[Data for review]
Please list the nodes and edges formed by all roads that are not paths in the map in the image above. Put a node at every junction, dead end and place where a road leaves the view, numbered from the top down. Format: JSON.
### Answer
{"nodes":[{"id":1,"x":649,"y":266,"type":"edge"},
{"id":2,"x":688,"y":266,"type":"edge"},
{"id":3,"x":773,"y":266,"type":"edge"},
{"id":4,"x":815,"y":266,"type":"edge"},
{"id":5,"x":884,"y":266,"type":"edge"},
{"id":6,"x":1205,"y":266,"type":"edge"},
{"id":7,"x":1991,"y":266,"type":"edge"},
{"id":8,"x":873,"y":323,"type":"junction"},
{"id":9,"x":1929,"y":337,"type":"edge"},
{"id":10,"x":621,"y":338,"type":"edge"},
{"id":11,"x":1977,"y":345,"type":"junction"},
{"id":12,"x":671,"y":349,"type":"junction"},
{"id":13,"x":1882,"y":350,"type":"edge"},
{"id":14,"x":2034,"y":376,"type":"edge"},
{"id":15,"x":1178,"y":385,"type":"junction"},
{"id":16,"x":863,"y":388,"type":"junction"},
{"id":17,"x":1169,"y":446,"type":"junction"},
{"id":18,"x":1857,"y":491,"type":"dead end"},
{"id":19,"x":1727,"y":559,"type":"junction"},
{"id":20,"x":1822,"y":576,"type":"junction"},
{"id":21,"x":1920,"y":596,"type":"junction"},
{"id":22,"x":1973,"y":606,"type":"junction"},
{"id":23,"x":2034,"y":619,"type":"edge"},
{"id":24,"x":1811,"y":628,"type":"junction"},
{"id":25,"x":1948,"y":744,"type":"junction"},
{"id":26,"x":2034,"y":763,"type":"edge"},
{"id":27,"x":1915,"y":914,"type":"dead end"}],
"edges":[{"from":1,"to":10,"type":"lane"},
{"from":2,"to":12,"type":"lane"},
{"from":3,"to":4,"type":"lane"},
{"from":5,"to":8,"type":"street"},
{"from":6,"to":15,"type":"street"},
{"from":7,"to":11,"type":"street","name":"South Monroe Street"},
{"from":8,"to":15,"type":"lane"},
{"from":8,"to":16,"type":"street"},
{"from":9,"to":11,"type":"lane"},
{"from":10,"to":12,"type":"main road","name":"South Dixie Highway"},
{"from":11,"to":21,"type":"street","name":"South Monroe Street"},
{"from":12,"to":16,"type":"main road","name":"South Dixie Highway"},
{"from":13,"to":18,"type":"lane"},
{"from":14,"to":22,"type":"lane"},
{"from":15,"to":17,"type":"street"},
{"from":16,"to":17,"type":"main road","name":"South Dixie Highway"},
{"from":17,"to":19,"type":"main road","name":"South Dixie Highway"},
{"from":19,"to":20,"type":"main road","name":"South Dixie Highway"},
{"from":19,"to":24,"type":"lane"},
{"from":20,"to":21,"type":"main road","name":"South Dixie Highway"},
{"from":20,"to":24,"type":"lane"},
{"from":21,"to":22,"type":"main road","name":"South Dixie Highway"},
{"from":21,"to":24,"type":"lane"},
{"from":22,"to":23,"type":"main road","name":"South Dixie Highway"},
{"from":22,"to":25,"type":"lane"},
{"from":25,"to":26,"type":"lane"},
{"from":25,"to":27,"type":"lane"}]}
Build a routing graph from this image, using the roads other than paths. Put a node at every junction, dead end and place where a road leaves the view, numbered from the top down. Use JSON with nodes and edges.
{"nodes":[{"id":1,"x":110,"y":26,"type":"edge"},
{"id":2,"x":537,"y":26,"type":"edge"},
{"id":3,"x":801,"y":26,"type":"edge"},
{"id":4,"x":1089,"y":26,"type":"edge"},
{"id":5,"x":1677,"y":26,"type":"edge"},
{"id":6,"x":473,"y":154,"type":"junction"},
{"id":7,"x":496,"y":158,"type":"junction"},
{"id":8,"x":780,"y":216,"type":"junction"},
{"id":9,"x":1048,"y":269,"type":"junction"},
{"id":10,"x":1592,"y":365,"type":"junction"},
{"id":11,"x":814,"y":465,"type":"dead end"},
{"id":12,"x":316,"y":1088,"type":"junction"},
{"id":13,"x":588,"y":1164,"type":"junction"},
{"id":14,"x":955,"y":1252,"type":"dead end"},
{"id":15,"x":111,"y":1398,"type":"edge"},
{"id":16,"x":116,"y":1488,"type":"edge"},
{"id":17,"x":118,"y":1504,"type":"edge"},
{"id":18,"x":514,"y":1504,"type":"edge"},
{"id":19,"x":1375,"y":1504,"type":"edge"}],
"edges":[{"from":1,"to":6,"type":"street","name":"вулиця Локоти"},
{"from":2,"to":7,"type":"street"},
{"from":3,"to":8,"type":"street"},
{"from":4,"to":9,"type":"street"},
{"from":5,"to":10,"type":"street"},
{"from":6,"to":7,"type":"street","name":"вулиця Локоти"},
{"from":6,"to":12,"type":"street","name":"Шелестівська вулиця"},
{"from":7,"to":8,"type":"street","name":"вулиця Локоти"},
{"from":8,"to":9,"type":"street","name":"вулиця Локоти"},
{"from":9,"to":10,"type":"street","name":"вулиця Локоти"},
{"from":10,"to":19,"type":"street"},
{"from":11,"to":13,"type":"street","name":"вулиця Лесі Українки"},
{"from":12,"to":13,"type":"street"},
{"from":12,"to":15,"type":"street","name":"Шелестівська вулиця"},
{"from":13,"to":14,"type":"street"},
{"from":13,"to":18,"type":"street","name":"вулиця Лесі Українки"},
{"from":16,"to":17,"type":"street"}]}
[/Data for review]
#### [Task item]
Repeat the entries word for word. Skip none of them.

#### [Answer to the problem]
Please list the nodes and edges formed by all roads that are not paths in the map in the image above. Put a node at every junction, dead end and place where a road leaves the view, numbered from the top down. Format: JSON.
### Answer
{"nodes":[{"id":1,"x":649,"y":266,"type":"edge"},
{"id":2,"x":688,"y":266,"type":"edge"},
{"id":3,"x":773,"y":266,"type":"edge"},
{"id":4,"x":815,"y":266,"type":"edge"},
{"id":5,"x":884,"y":266,"type":"edge"},
{"id":6,"x":1205,"y":266,"type":"edge"},
{"id":7,"x":1991,"y":266,"type":"edge"},
{"id":8,"x":873,"y":323,"type":"junction"},
{"id":9,"x":1929,"y":337,"type":"edge"},
{"id":10,"x":621,"y":338,"type":"edge"},
{"id":11,"x":1977,"y":345,"type":"junction"},
{"id":12,"x":671,"y":349,"type":"junction"},
{"id":13,"x":1882,"y":350,"type":"edge"},
{"id":14,"x":2034,"y":376,"type":"edge"},
{"id":15,"x":1178,"y":385,"type":"junction"},
{"id":16,"x":863,"y":388,"type":"junction"},
{"id":17,"x":1169,"y":446,"type":"junction"},
{"id":18,"x":1857,"y":491,"type":"dead end"},
{"id":19,"x":1727,"y":559,"type":"junction"},
{"id":20,"x":1822,"y":576,"type":"junction"},
{"id":21,"x":1920,"y":596,"type":"junction"},
{"id":22,"x":1973,"y":606,"type":"junction"},
{"id":23,"x":2034,"y":619,"type":"edge"},
{"id":24,"x":1811,"y":628,"type":"junction"},
{"id":25,"x":1948,"y":744,"type":"junction"},
{"id":26,"x":2034,"y":763,"type":"edge"},
{"id":27,"x":1915,"y":914,"type":"dead end"}],
"edges":[{"from":1,"to":10,"type":"lane"},
{"from":2,"to":12,"type":"lane"},
{"from":3,"to":4,"type":"lane"},
{"from":5,"to":8,"type":"street"},
{"from":6,"to":15,"type":"street"},
{"from":7,"to":11,"type":"street","name":"South Monroe Street"},
{"from":8,"to":15,"type":"lane"},
{"from":8,"to":16,"type":"street"},
{"from":9,"to":11,"type":"lane"},
{"from":10,"to":12,"type":"main road","name":"South Dixie Highway"},
{"from":11,"to":21,"type":"street","name":"South Monroe Street"},
{"from":12,"to":16,"type":"main road","name":"South Dixie Highway"},
{"from":13,"to":18,"type":"lane"},
{"from":14,"to":22,"type":"lane"},
{"from":15,"to":17,"type":"street"},
{"from":16,"to":17,"type":"main road","name":"South Dixie Highway"},
{"from":17,"to":19,"type":"main road","name":"South Dixie Highway"},
{"from":19,"to":20,"type":"main road","name":"South Dixie Highway"},
{"from":19,"to":24,"type":"lane"},
{"from":20,"to":21,"type":"main road","name":"South Dixie Highway"},
{"from":20,"to":24,"type":"lane"},
{"from":21,"to":22,"type":"main road","name":"South Dixie Highway"},
{"from":21,"to":24,"type":"lane"},
{"from":22,"to":23,"type":"main road","name":"South Dixie Highway"},
{"from":22,"to":25,"type":"lane"},
{"from":25,"to":26,"type":"lane"},
{"from":25,"to":27,"type":"lane"}]}
Build a routing graph from this image, using the roads other than paths. Put a node at every junction, dead end and place where a road leaves the view, numbered from the top down. Use JSON with nodes and edges.
{"nodes":[{"id":1,"x":110,"y":26,"type":"edge"},
{"id":2,"x":537,"y":26,"type":"edge"},
{"id":3,"x":801,"y":26,"type":"edge"},
{"id":4,"x":1089,"y":26,"type":"edge"},
{"id":5,"x":1677,"y":26,"type":"edge"},
{"id":6,"x":473,"y":154,"type":"junction"},
{"id":7,"x":496,"y":158,"type":"junction"},
{"id":8,"x":780,"y":216,"type":"junction"},
{"id":9,"x":1048,"y":269,"type":"junction"},
{"id":10,"x":1592,"y":365,"type":"junction"},
{"id":11,"x":814,"y":465,"type":"dead end"},
{"id":12,"x":316,"y":1088,"type":"junction"},
{"id":13,"x":588,"y":1164,"type":"junction"},
{"id":14,"x":955,"y":1252,"type":"dead end"},
{"id":15,"x":111,"y":1398,"type":"edge"},
{"id":16,"x":116,"y":1488,"type":"edge"},
{"id":17,"x":118,"y":1504,"type":"edge"},
{"id":18,"x":514,"y":1504,"type":"edge"},
{"id":19,"x":1375,"y":1504,"type":"edge"}],
"edges":[{"from":1,"to":6,"type":"street","name":"вулиця Локоти"},
{"from":2,"to":7,"type":"street"},
{"from":3,"to":8,"type":"street"},
{"from":4,"to":9,"type":"street"},
{"from":5,"to":10,"type":"street"},
{"from":6,"to":7,"type":"street","name":"вулиця Локоти"},
{"from":6,"to":12,"type":"street","name":"Шелестівська вулиця"},
{"from":7,"to":8,"type":"street","name":"вулиця Локоти"},
{"from":8,"to":9,"type":"street","name":"вулиця Локоти"},
{"from":9,"to":10,"type":"street","name":"вулиця Локоти"},
{"from":10,"to":19,"type":"street"},
{"from":11,"to":13,"type":"street","name":"вулиця Лесі Українки"},
{"from":12,"to":13,"type":"street"},
{"from":12,"to":15,"type":"street","name":"Шелестівська вулиця"},
{"from":13,"to":14,"type":"street"},
{"from":13,"to":18,"type":"street","name":"вулиця Лесі Українки"},
{"from":16,"to":17,"type":"street"}]}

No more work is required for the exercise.